While the prevalence of glenoid augmentation in elite American football athletes for anterior shoulder instability remains low, athletes undergoing repair frequently demonstrate limitations in range of motion, with concurrent lesions in the operative shoulder. However, when compared to athletes without a history of glenoid augmentation or those with only soft tissue repair, no significant limitations in games played or started in the season after participation in the NFL Combine were appreciated in athletes with glenoid augmentation and mild-to-moderate degenerative changes on imaging.

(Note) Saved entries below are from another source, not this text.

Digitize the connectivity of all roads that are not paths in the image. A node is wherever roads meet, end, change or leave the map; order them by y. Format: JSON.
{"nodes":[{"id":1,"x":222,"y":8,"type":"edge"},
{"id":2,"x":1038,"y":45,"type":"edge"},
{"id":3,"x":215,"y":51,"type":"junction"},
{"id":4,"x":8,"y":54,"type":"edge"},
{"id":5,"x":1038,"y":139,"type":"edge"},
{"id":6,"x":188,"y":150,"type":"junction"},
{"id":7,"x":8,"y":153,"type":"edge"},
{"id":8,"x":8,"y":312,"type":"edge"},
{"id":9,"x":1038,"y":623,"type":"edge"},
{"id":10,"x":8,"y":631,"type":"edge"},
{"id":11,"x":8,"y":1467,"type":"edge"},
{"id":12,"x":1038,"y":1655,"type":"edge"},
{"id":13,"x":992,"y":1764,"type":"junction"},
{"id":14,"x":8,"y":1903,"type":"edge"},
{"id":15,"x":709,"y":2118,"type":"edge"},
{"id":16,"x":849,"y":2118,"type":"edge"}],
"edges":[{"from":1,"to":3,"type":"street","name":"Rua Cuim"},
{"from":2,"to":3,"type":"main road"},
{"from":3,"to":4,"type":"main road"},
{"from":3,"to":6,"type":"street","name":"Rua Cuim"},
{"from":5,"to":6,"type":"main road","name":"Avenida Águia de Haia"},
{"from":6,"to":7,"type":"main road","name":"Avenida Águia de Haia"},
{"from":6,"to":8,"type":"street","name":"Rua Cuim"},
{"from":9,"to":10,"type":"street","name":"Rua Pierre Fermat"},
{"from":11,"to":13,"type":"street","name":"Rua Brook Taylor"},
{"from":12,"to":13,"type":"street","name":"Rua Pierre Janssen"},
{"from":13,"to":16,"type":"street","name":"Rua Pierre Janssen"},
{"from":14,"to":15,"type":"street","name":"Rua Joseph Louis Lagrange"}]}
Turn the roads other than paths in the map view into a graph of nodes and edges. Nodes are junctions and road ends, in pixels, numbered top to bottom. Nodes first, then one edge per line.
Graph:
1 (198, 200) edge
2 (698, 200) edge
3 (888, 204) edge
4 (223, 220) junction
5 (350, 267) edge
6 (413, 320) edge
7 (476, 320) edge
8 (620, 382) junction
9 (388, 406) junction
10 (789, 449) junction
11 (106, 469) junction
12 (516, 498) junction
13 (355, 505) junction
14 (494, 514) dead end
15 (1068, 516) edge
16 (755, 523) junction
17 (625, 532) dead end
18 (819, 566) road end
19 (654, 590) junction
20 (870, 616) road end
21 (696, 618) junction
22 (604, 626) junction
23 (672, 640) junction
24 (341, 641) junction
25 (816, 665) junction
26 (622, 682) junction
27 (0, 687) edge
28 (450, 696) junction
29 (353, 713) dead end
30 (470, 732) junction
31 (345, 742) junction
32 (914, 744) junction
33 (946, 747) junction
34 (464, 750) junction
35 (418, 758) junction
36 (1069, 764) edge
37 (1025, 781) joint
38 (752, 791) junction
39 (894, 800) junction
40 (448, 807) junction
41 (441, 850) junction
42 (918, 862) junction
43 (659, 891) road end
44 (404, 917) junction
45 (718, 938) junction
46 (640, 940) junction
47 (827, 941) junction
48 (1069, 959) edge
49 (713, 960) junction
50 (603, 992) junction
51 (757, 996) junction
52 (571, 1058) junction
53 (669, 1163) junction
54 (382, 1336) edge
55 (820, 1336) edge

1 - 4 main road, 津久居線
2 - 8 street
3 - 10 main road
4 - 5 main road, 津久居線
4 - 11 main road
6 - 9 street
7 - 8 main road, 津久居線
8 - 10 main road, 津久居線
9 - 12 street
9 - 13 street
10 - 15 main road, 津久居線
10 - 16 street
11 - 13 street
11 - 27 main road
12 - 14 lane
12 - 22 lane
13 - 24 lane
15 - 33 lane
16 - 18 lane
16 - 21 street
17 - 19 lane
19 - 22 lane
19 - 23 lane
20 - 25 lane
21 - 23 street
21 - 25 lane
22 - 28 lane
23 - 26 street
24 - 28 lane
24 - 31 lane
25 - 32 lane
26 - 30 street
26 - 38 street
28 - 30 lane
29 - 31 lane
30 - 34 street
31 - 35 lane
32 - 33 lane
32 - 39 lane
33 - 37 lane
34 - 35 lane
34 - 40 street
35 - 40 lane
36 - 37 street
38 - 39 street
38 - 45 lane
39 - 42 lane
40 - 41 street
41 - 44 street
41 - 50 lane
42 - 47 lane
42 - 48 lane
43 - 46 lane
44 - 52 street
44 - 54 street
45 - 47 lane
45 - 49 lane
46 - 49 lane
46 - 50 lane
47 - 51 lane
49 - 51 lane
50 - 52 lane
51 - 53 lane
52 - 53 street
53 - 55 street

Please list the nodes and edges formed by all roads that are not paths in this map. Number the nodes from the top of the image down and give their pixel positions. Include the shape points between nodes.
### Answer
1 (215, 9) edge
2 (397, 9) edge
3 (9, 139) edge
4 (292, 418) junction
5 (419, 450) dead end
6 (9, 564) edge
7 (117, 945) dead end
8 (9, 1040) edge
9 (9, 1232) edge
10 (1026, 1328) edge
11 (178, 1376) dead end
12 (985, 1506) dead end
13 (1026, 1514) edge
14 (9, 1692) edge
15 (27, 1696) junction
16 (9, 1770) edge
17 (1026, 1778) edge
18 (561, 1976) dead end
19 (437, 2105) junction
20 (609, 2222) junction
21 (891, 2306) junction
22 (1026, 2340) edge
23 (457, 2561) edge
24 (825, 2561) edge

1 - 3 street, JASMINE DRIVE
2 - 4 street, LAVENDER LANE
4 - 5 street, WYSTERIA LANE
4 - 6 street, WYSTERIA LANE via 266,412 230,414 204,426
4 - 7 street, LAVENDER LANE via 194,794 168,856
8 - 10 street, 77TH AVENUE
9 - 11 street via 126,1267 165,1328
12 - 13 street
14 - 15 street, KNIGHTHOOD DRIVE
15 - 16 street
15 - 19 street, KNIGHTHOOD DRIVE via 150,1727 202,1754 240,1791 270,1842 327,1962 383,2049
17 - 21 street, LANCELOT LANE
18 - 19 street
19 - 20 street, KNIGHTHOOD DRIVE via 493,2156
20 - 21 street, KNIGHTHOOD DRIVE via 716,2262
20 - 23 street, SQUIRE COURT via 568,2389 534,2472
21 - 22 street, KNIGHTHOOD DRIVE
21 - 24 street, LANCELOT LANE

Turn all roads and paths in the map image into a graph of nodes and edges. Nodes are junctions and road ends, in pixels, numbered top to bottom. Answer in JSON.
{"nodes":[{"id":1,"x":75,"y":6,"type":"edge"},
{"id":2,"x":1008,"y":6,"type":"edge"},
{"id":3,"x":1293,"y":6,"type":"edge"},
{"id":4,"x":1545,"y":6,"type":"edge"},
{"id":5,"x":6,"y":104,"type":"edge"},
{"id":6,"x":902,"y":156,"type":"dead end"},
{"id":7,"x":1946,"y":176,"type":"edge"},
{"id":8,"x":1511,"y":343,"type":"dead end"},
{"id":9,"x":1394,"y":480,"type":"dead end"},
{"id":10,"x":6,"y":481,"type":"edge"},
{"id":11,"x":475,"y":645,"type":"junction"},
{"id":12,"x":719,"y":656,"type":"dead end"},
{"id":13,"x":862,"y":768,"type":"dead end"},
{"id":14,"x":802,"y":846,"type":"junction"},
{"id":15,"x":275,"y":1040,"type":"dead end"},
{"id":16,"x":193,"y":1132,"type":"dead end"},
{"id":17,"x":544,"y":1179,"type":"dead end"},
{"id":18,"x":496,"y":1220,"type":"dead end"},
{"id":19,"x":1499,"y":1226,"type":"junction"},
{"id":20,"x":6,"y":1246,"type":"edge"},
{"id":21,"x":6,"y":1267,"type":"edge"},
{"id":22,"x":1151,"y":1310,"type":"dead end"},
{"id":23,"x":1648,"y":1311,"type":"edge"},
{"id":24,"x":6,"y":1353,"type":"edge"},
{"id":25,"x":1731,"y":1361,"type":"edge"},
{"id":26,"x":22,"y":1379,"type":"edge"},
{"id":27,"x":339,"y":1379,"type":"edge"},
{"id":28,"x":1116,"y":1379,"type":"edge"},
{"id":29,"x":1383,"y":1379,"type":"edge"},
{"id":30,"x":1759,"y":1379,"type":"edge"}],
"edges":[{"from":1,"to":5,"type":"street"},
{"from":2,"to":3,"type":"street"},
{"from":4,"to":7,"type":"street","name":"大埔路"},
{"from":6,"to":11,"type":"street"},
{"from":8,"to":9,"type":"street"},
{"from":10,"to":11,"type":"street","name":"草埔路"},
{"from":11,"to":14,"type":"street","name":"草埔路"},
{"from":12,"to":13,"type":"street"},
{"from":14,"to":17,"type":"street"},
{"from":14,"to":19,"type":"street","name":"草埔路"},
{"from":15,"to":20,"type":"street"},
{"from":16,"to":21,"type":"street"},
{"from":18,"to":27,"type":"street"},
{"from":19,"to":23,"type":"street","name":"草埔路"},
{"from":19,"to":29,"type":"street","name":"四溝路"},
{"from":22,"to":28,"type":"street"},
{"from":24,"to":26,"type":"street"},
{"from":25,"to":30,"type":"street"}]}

Regardless, surgeons and team physicians must be aware of the potential for the development of glenohumeral arthritis and associated shoulder pathology after glenoid augmentation in elite-level athletes involved in contact sports. Prospective, long-term studies analyzing the influence of Bristow and Latarjet repair on participation, performance, and career length in NFL players are warranted to better understand the impact of glenoid augmentation in athletes with recurrent anterior shoulder instability.
Footnotes
One or more of the authors has declared the following potential conflict of interest or source of funding: R.J.G. is a paid presenter for DJ Orthopaedics and Wright Medical Technology Inc. M.J.S. is a paid consultant for Smith & Nephew. J.E.V. is a paid consultant for Arthrex.
Ethical approval for this study was obtained from University Hospitals Case Medical Center (IRB No. 04-15-50).